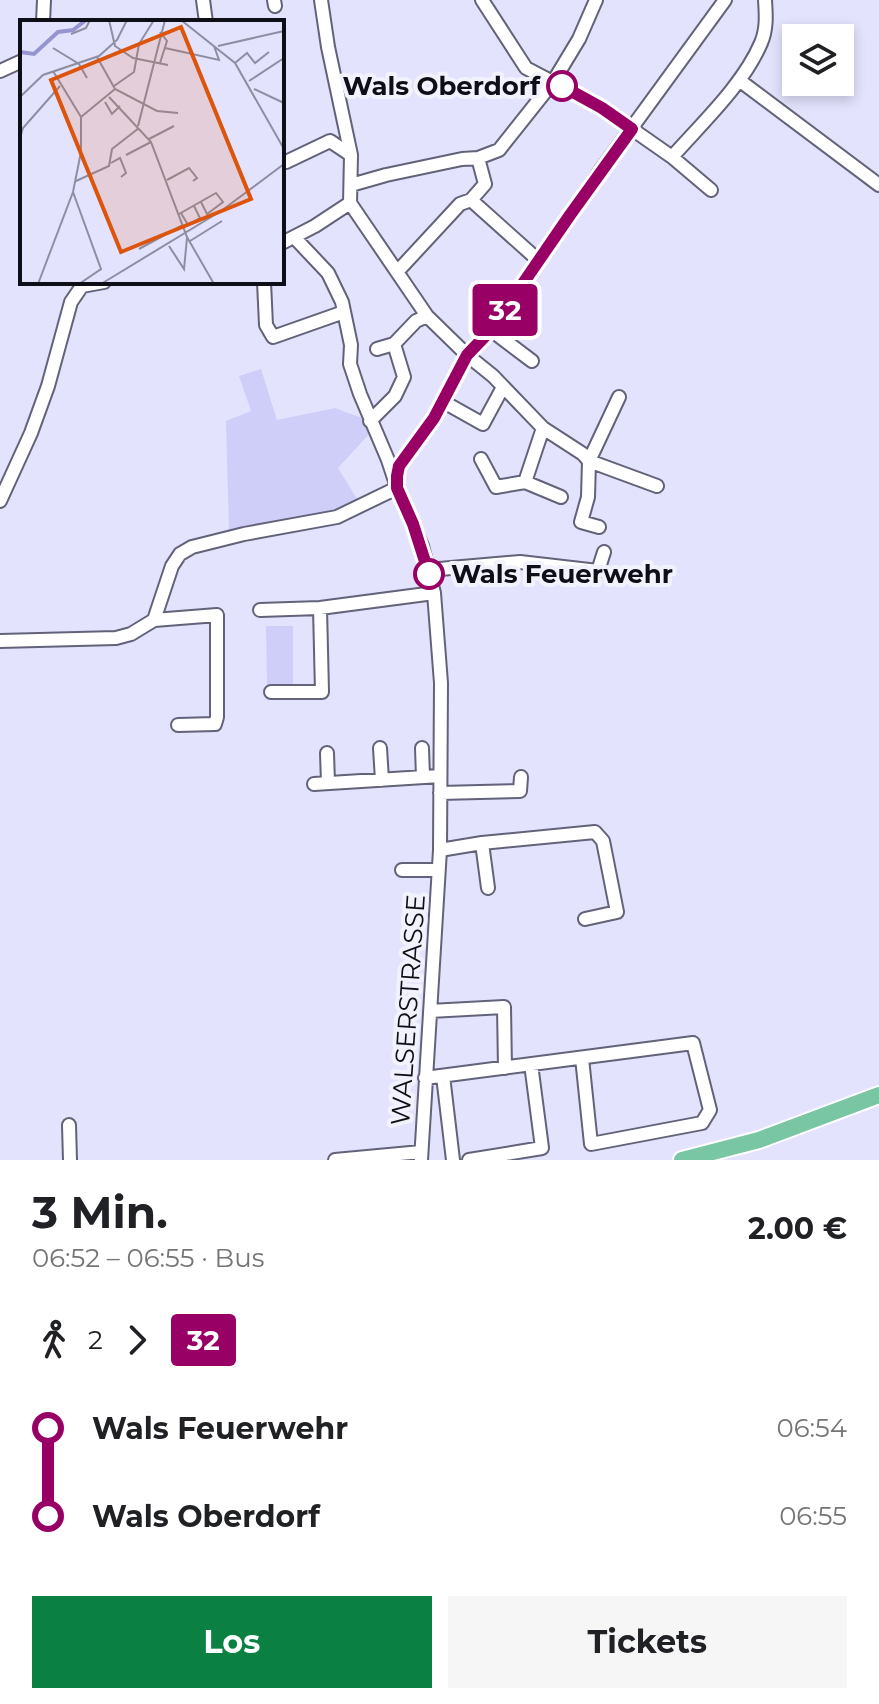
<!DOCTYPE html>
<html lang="de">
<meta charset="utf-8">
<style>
:root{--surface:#fff;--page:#f6f6f6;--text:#202124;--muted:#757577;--accent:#0b8043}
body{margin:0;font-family:Montserrat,sans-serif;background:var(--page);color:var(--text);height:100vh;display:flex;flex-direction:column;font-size:30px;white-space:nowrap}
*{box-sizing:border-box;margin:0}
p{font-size:26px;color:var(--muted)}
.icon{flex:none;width:44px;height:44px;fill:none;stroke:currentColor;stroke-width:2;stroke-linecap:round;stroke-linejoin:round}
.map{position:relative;height:1160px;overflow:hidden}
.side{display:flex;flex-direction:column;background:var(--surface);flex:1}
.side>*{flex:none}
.badge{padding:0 16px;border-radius:6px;font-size:28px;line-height:52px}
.buttons{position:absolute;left:782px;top:24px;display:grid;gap:16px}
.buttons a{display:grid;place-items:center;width:72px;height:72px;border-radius:0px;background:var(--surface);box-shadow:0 4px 12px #0003;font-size:40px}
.map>.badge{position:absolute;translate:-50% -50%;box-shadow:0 0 0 4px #fff}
.legs{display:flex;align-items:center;gap:12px;height:88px;padding:0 32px;font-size:26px}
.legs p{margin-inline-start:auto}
.summary{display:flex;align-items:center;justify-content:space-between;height:136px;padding:0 32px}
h1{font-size:44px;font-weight:700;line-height:60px}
.action{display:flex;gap:16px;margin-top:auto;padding:16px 32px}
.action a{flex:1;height:92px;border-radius:0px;background:var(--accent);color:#fff;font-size:32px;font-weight:700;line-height:92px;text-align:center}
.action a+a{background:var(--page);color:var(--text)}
ul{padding:0 32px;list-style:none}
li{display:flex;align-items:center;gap:28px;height:88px;font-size:30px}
li i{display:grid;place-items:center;width:12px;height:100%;margin:0 10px;background:currentColor}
li i::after{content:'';width:20px;height:20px;margin:-10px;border:6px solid;border-radius:50%;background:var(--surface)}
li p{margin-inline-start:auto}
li:first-child i{background:linear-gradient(#0000 50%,currentColor 0)}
li:last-child i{background:linear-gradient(currentColor 50%,#0000 0)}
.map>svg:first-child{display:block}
.green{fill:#cfcef9}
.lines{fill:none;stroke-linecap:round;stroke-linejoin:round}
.minor-casing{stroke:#626279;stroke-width:16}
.major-casing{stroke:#fff;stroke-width:20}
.minor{stroke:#fff;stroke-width:12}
.major{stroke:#78c6a4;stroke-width:16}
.line-1-casing{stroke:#fff;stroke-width:18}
.line-1{stroke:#906;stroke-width:12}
.stop-1-dot{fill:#fff;stroke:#906;stroke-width:4}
.labels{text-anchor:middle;stroke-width:8;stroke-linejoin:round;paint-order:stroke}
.stop-label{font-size:26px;font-weight:bold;fill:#0e0e17;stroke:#f2f2fd;text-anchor:end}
.street-label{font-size:26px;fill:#0e0e17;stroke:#f2f2fd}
.inset-river{fill:none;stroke:#9795d0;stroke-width:4}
.inset-road{fill:none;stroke:#8e8ea2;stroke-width:2}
.view{fill:#dd550d;fill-opacity:0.15;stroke:#dd550d;stroke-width:4}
.inset-edge{fill:none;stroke:#0e0e17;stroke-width:4}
</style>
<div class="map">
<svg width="879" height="1160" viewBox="0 0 879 1160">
<rect width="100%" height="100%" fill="#e4e3fe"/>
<path class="green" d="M261 369 277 420 335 408 365 419 371 432 338 468 359 502 341 511 229 532 226 421 251 411 239 376Z
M266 626H293V685H267Z"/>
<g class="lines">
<g class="minor-casing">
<path id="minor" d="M203 0 206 22
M274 0 275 6
M321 0 328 47 351 155 350 203 427 316 467 355 493 376 543 428 583 454 589 461 657 486
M482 0 526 68 602 108 672 157 711 190
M43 22 44 0
M0 71 22 61
M739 80 879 185
M672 157C702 123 743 85 761 43 767 29 766 15 765 0
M282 160 286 162 330 141 351 155
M351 185 386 175 462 159 478 158 499 150 553 82 579 39 596 0
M471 200 538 260
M294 237 328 273 342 302 351 345 350 364 360 394 388 460 395 481
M282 243 315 226 350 203
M397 272 460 204 471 200 485 184 478 158
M264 282 266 325 273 337 344 312
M82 286 104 282
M491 330 532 361
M377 349 394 344
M442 401 483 424 503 387
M370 421 395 396 404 377 394 344 416 321 427 316
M481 459 496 487 525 482 543 428
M525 482 561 497
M0 501 31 433 48 386 71 302 82 286 81 282
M599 527 581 522 588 497 589 461 619 397
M428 570 520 562 598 571 604 552
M260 610 320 608 434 593
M154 620 217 615V717L215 724 178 725
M0 641 116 638 131 634 154 620 172 566 180 554 192 547 244 534 337 517 397 488
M271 692H322L320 608
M380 748 382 780
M422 748 423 777
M327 753 328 783
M314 784 440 776
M440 793 520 791 521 777
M482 843 488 888
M440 850 482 843 595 832 603 841 617 912 585 919
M402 870H438
M430 1011 504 1007 505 1068
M443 1076 453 1160
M425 1078 693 1043 710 1110 702 1123 591 1144 582 1058
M69 1125 70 1160
M335 1160 421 1152
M421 1160 440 850 441 683 434 593 422 546 397 488V476L399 466 407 454 434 418 467 355 491 330 601 170 725 0
M469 1160 542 1148 531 1064"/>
</g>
<g class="major-casing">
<path id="major" d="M682 1160 759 1140 879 1095"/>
</g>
<use href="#minor" class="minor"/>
<use href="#major" class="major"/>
</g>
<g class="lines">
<g class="line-1-casing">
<path id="line-1" d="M429 574 413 524 397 488V476L399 466 434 418 467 355 491 330 570 215 632 129 602 108 562 86"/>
</g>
<use href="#line-1" class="line-1"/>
</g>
<g class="stop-1-dot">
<circle cx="562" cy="86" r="14"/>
<circle cx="429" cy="574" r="14"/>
</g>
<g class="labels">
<g class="stop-label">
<text x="540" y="95">Wals Oberdorf</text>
<text x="451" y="583" text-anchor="start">Wals Feuerwehr</text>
</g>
<g class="street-label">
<text transform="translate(408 1010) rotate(-86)" y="9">WALSERSTRASSE</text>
</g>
</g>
<g transform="translate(20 20)">
<rect width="264" height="264" fill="#e4e3fe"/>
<path class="inset-river" d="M0 32 14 34 38 12 53 10 66 0"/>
<path class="inset-road" d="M89 0 95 26 113 38 148 45M161 0 215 43 264 129M140 12 147 21 140 43M51 14 66 8 70 0M198 26 264 11M33 28 59 44 67 58M145 28 199 40 194 26M77 37 95 69 137 91 158 93M215 43 227 33 235 43 249 32M229 61 264 38M94 66 114 52 119 24 134 0M234 69 264 83M0 77 23 55 79 36 97 20 107 0M89 77 131 122 167 217 194 264M85 82 92 94 100 86M61 97 95 69M118 106 145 0M0 118 3 108 40 66M129 119 154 106M106 135 131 122M91 143 100 138 106 153 101 157M147 160 169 148 177 158 173 161M56 161 89 146 92 129 119 108M53 172 81 249 59 264M161 193 168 205 180 198 174 186M159 194 196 173 203 182 187 194 181 182M170 221 202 201M149 226 164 249 167 218M119 229 163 205M18 264 53 172 61 132V97L33 51M81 264 201 191 264 144"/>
<path class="view" d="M161 7 231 179 101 232 31 60Z"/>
<rect width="264" height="264" class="inset-edge"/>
</g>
</svg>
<div class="buttons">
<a><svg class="icon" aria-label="layers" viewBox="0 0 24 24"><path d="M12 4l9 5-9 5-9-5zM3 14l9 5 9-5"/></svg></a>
</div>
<b class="badge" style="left:505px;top:310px;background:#906;color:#fff">32</b>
</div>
<section class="side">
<div class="summary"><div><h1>3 Min.</h1><p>06:52 – 06:55 · Bus</p></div><b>2.00 €</b></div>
<div class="legs"><svg class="icon" aria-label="walk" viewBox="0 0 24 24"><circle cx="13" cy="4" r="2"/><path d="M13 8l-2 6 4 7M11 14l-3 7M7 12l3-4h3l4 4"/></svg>2<svg class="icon" aria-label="forward" viewBox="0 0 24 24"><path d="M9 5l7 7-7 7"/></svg><b class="badge" style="background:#906;color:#fff">32</b></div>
<ul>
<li><i style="color:#906"></i><b>Wals Feuerwehr</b><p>06:54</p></li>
<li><i style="color:#906"></i><b>Wals Oberdorf</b><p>06:55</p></li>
</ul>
<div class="action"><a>Los</a><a>Tickets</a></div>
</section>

◇ ◇ ◇ ◇ ◇

* _Required action_: I'd like every line with the string "direction" copied from the listing.

* _Solution to this task_:
body{margin:0;font-family:Montserrat,sans-serif;background:var(--page);color:var(--text);height:100vh;display:flex;flex-direction:column;font-size:30px;white-space:nowrap}
.side{display:flex;flex-direction:column;background:var(--surface);flex:1}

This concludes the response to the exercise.